In the listing below, find every line containing "Jalan" and copy it out.

########################################

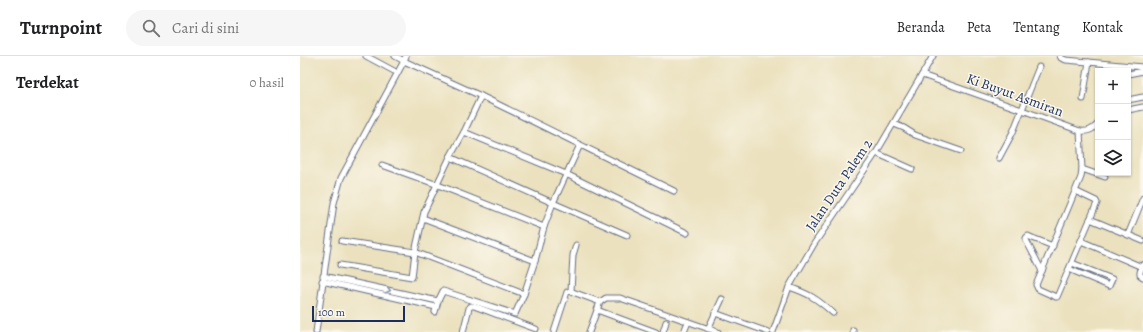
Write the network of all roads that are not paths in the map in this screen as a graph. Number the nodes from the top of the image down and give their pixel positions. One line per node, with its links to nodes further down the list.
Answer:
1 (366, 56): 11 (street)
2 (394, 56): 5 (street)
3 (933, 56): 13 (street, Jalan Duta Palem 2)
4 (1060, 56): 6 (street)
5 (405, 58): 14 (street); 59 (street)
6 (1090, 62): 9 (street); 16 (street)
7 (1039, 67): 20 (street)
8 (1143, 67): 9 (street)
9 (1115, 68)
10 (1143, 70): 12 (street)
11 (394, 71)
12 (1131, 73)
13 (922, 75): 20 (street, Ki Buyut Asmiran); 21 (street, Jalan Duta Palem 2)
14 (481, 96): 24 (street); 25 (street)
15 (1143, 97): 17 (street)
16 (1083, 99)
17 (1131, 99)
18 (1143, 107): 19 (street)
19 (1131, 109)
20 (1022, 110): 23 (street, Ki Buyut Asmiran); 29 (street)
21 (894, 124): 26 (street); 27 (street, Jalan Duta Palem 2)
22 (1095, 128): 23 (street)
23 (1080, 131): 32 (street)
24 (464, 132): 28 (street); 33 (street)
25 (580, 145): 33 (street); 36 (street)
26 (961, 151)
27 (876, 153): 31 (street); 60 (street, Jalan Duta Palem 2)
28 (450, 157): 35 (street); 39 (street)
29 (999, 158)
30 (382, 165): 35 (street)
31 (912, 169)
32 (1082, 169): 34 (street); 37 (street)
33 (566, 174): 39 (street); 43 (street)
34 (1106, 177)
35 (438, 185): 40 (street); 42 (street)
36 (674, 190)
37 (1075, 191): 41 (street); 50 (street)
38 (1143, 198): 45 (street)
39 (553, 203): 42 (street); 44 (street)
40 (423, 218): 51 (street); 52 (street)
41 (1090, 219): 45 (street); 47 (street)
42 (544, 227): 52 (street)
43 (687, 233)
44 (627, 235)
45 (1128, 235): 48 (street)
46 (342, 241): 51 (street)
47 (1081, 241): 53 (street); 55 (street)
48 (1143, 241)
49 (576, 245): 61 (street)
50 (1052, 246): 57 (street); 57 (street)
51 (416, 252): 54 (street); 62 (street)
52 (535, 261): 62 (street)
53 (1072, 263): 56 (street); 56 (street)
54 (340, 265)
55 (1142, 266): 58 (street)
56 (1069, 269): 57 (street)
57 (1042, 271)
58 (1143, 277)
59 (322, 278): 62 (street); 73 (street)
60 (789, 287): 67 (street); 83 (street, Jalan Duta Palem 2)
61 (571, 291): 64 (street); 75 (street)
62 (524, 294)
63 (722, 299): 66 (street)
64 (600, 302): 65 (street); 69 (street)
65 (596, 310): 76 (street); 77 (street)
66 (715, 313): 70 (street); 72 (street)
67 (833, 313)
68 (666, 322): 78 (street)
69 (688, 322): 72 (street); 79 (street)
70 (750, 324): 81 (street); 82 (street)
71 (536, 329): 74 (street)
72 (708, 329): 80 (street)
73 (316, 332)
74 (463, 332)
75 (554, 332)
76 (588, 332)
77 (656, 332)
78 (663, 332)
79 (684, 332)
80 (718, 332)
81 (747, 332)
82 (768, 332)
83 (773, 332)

########################################

(Result of the exercise)
3 (933, 56): 13 (street, Jalan Duta Palem 2)
13 (922, 75): 20 (street, Ki Buyut Asmiran); 21 (street, Jalan Duta Palem 2)
21 (894, 124): 26 (street); 27 (street, Jalan Duta Palem 2)
27 (876, 153): 31 (street); 60 (street, Jalan Duta Palem 2)
60 (789, 287): 67 (street); 83 (street, Jalan Duta Palem 2)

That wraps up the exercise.